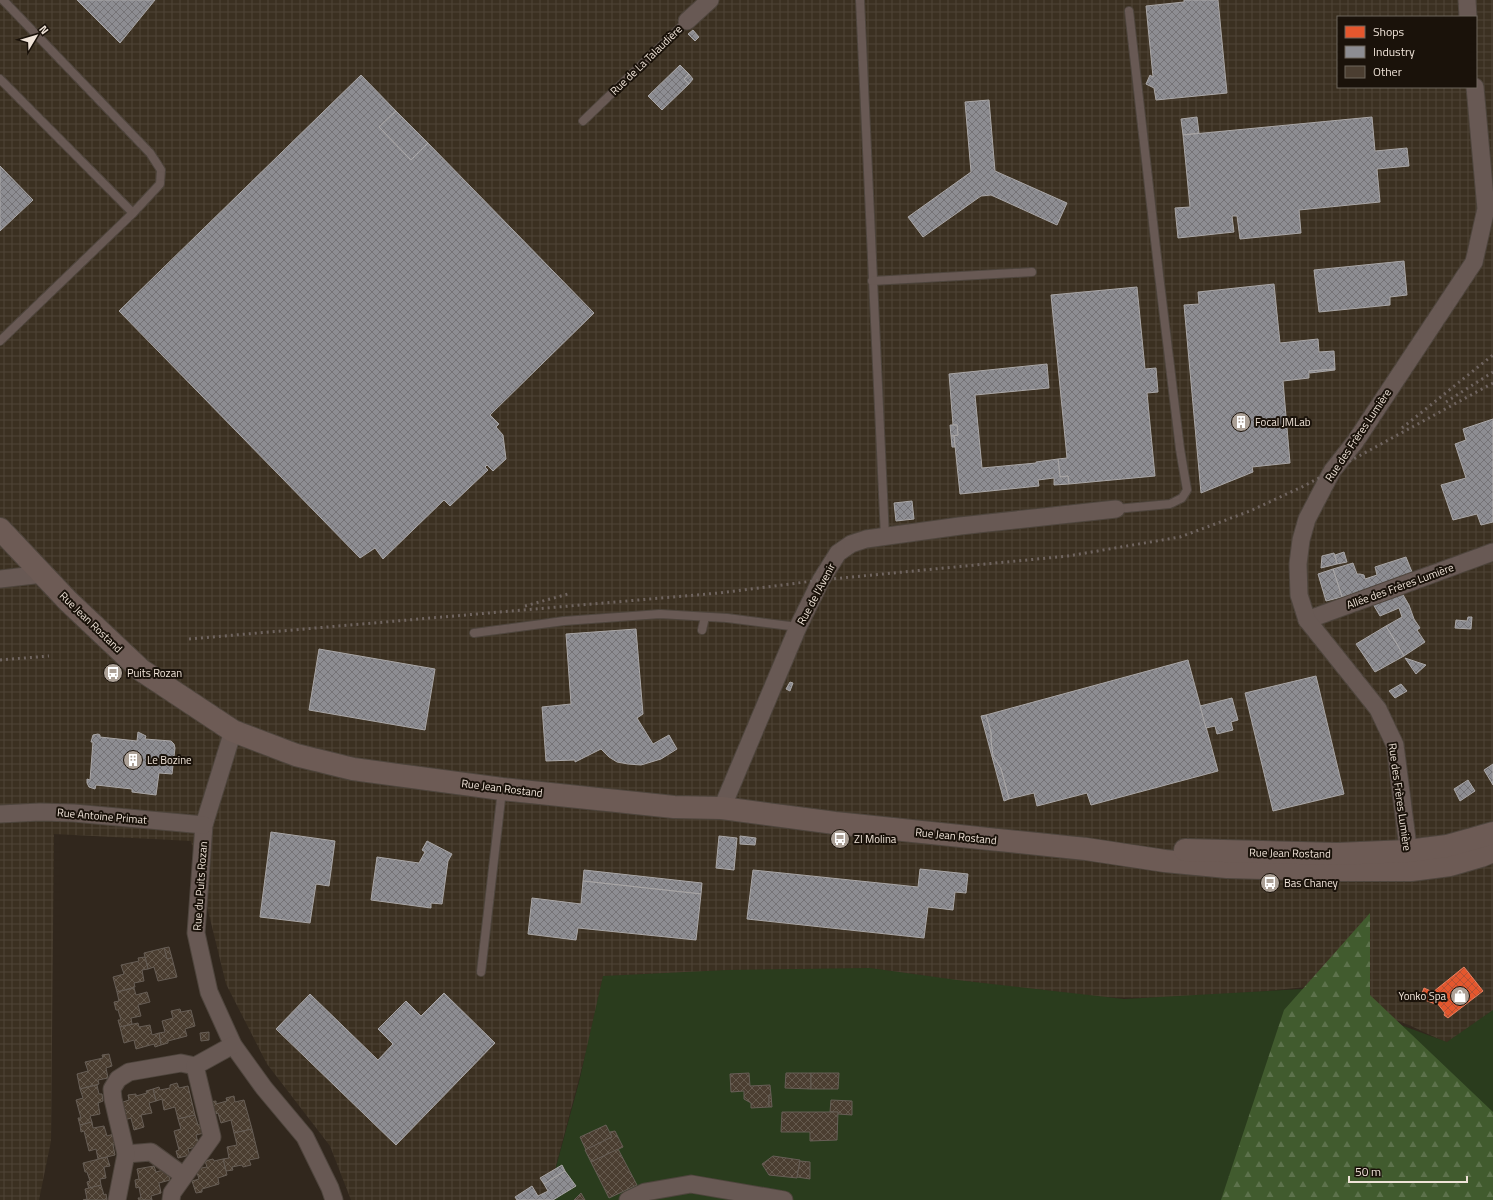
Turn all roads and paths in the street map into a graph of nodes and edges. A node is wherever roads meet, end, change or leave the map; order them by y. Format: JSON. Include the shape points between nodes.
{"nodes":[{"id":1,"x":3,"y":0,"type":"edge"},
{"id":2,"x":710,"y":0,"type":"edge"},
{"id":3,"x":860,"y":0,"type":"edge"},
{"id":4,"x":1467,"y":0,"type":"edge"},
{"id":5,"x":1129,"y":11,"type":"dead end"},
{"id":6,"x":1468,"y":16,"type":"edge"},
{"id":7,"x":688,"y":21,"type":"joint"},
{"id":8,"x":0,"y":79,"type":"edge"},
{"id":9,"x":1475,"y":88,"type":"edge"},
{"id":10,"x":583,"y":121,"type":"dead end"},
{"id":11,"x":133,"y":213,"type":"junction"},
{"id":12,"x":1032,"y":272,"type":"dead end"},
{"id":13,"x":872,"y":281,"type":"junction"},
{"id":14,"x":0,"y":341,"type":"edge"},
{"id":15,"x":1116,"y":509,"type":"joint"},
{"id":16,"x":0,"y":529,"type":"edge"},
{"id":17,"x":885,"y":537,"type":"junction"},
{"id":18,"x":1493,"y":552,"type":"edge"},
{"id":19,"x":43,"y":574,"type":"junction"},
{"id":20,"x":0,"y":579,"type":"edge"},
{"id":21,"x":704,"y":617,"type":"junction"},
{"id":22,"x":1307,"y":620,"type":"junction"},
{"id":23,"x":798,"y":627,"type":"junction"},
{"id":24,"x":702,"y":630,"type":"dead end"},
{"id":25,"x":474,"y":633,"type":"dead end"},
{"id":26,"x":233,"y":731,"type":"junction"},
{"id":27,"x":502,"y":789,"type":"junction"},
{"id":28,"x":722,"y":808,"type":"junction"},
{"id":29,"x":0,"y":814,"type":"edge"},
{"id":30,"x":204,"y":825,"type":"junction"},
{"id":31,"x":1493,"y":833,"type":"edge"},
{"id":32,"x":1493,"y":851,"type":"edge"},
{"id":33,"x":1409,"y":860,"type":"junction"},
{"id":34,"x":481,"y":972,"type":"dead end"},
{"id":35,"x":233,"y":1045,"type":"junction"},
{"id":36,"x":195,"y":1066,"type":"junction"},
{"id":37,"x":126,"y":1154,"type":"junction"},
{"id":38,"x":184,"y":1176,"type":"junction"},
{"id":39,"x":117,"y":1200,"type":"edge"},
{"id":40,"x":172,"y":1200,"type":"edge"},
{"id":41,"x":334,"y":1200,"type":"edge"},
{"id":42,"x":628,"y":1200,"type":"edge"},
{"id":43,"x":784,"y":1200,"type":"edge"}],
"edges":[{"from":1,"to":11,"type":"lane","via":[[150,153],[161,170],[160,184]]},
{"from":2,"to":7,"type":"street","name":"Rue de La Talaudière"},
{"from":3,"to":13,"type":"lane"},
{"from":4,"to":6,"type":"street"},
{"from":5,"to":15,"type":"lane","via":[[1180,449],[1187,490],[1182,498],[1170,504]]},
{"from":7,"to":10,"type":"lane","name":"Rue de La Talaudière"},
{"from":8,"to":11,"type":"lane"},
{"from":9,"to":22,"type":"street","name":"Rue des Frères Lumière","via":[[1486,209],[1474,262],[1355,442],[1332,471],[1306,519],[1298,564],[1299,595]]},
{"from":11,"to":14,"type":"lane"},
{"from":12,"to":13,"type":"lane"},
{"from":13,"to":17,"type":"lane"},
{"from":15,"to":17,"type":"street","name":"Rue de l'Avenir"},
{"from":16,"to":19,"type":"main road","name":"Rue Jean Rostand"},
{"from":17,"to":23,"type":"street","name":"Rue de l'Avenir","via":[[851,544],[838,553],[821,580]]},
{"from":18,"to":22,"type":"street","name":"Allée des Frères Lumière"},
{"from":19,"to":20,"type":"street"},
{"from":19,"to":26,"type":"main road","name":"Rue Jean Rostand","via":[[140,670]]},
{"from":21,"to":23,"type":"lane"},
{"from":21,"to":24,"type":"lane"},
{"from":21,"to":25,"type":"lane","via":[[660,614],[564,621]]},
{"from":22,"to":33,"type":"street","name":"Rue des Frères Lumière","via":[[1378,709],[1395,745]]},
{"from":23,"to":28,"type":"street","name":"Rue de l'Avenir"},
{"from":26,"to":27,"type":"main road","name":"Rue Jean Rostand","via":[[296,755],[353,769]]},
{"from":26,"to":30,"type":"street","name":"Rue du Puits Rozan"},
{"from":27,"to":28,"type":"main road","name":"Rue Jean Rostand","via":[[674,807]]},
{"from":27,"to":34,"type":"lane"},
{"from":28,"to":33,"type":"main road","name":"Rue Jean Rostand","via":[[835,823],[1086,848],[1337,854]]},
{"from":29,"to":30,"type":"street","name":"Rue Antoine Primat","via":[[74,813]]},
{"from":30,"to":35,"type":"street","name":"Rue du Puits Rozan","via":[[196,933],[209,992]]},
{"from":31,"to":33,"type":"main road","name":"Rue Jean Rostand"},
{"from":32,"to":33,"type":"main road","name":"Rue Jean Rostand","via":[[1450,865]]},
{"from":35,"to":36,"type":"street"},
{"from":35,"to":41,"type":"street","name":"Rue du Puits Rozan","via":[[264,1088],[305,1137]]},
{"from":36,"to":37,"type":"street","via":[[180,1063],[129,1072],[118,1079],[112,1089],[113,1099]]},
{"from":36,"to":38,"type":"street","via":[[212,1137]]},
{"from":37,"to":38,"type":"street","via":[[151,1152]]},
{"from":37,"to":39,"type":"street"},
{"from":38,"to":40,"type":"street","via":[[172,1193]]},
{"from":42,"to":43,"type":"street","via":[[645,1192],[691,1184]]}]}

▸ ABOUT THIS TASK
Each record must be quoted in full and exactly. Do not include the pictures.

▸ TASK ANSWER
Turn all roads and paths in the street map into a graph of nodes and edges. A node is wherever roads meet, end, change or leave the map; order them by y. Format: JSON. Include the shape points between nodes.
{"nodes":[{"id":1,"x":3,"y":0,"type":"edge"},
{"id":2,"x":710,"y":0,"type":"edge"},
{"id":3,"x":860,"y":0,"type":"edge"},
{"id":4,"x":1467,"y":0,"type":"edge"},
{"id":5,"x":1129,"y":11,"type":"dead end"},
{"id":6,"x":1468,"y":16,"type":"edge"},
{"id":7,"x":688,"y":21,"type":"joint"},
{"id":8,"x":0,"y":79,"type":"edge"},
{"id":9,"x":1475,"y":88,"type":"edge"},
{"id":10,"x":583,"y":121,"type":"dead end"},
{"id":11,"x":133,"y":213,"type":"junction"},
{"id":12,"x":1032,"y":272,"type":"dead end"},
{"id":13,"x":872,"y":281,"type":"junction"},
{"id":14,"x":0,"y":341,"type":"edge"},
{"id":15,"x":1116,"y":509,"type":"joint"},
{"id":16,"x":0,"y":529,"type":"edge"},
{"id":17,"x":885,"y":537,"type":"junction"},
{"id":18,"x":1493,"y":552,"type":"edge"},
{"id":19,"x":43,"y":574,"type":"junction"},
{"id":20,"x":0,"y":579,"type":"edge"},
{"id":21,"x":704,"y":617,"type":"junction"},
{"id":22,"x":1307,"y":620,"type":"junction"},
{"id":23,"x":798,"y":627,"type":"junction"},
{"id":24,"x":702,"y":630,"type":"dead end"},
{"id":25,"x":474,"y":633,"type":"dead end"},
{"id":26,"x":233,"y":731,"type":"junction"},
{"id":27,"x":502,"y":789,"type":"junction"},
{"id":28,"x":722,"y":808,"type":"junction"},
{"id":29,"x":0,"y":814,"type":"edge"},
{"id":30,"x":204,"y":825,"type":"junction"},
{"id":31,"x":1493,"y":833,"type":"edge"},
{"id":32,"x":1493,"y":851,"type":"edge"},
{"id":33,"x":1409,"y":860,"type":"junction"},
{"id":34,"x":481,"y":972,"type":"dead end"},
{"id":35,"x":233,"y":1045,"type":"junction"},
{"id":36,"x":195,"y":1066,"type":"junction"},
{"id":37,"x":126,"y":1154,"type":"junction"},
{"id":38,"x":184,"y":1176,"type":"junction"},
{"id":39,"x":117,"y":1200,"type":"edge"},
{"id":40,"x":172,"y":1200,"type":"edge"},
{"id":41,"x":334,"y":1200,"type":"edge"},
{"id":42,"x":628,"y":1200,"type":"edge"},
{"id":43,"x":784,"y":1200,"type":"edge"}],
"edges":[{"from":1,"to":11,"type":"lane","via":[[150,153],[161,170],[160,184]]},
{"from":2,"to":7,"type":"street","name":"Rue de La Talaudière"},
{"from":3,"to":13,"type":"lane"},
{"from":4,"to":6,"type":"street"},
{"from":5,"to":15,"type":"lane","via":[[1180,449],[1187,490],[1182,498],[1170,504]]},
{"from":7,"to":10,"type":"lane","name":"Rue de La Talaudière"},
{"from":8,"to":11,"type":"lane"},
{"from":9,"to":22,"type":"street","name":"Rue des Frères Lumière","via":[[1486,209],[1474,262],[1355,442],[1332,471],[1306,519],[1298,564],[1299,595]]},
{"from":11,"to":14,"type":"lane"},
{"from":12,"to":13,"type":"lane"},
{"from":13,"to":17,"type":"lane"},
{"from":15,"to":17,"type":"street","name":"Rue de l'Avenir"},
{"from":16,"to":19,"type":"main road","name":"Rue Jean Rostand"},
{"from":17,"to":23,"type":"street","name":"Rue de l'Avenir","via":[[851,544],[838,553],[821,580]]},
{"from":18,"to":22,"type":"street","name":"Allée des Frères Lumière"},
{"from":19,"to":20,"type":"street"},
{"from":19,"to":26,"type":"main road","name":"Rue Jean Rostand","via":[[140,670]]},
{"from":21,"to":23,"type":"lane"},
{"from":21,"to":24,"type":"lane"},
{"from":21,"to":25,"type":"lane","via":[[660,614],[564,621]]},
{"from":22,"to":33,"type":"street","name":"Rue des Frères Lumière","via":[[1378,709],[1395,745]]},
{"from":23,"to":28,"type":"street","name":"Rue de l'Avenir"},
{"from":26,"to":27,"type":"main road","name":"Rue Jean Rostand","via":[[296,755],[353,769]]},
{"from":26,"to":30,"type":"street","name":"Rue du Puits Rozan"},
{"from":27,"to":28,"type":"main road","name":"Rue Jean Rostand","via":[[674,807]]},
{"from":27,"to":34,"type":"lane"},
{"from":28,"to":33,"type":"main road","name":"Rue Jean Rostand","via":[[835,823],[1086,848],[1337,854]]},
{"from":29,"to":30,"type":"street","name":"Rue Antoine Primat","via":[[74,813]]},
{"from":30,"to":35,"type":"street","name":"Rue du Puits Rozan","via":[[196,933],[209,992]]},
{"from":31,"to":33,"type":"main road","name":"Rue Jean Rostand"},
{"from":32,"to":33,"type":"main road","name":"Rue Jean Rostand","via":[[1450,865]]},
{"from":35,"to":36,"type":"street"},
{"from":35,"to":41,"type":"street","name":"Rue du Puits Rozan","via":[[264,1088],[305,1137]]},
{"from":36,"to":37,"type":"street","via":[[180,1063],[129,1072],[118,1079],[112,1089],[113,1099]]},
{"from":36,"to":38,"type":"street","via":[[212,1137]]},
{"from":37,"to":38,"type":"street","via":[[151,1152]]},
{"from":37,"to":39,"type":"street"},
{"from":38,"to":40,"type":"street","via":[[172,1193]]},
{"from":42,"to":43,"type":"street","via":[[645,1192],[691,1184]]}]}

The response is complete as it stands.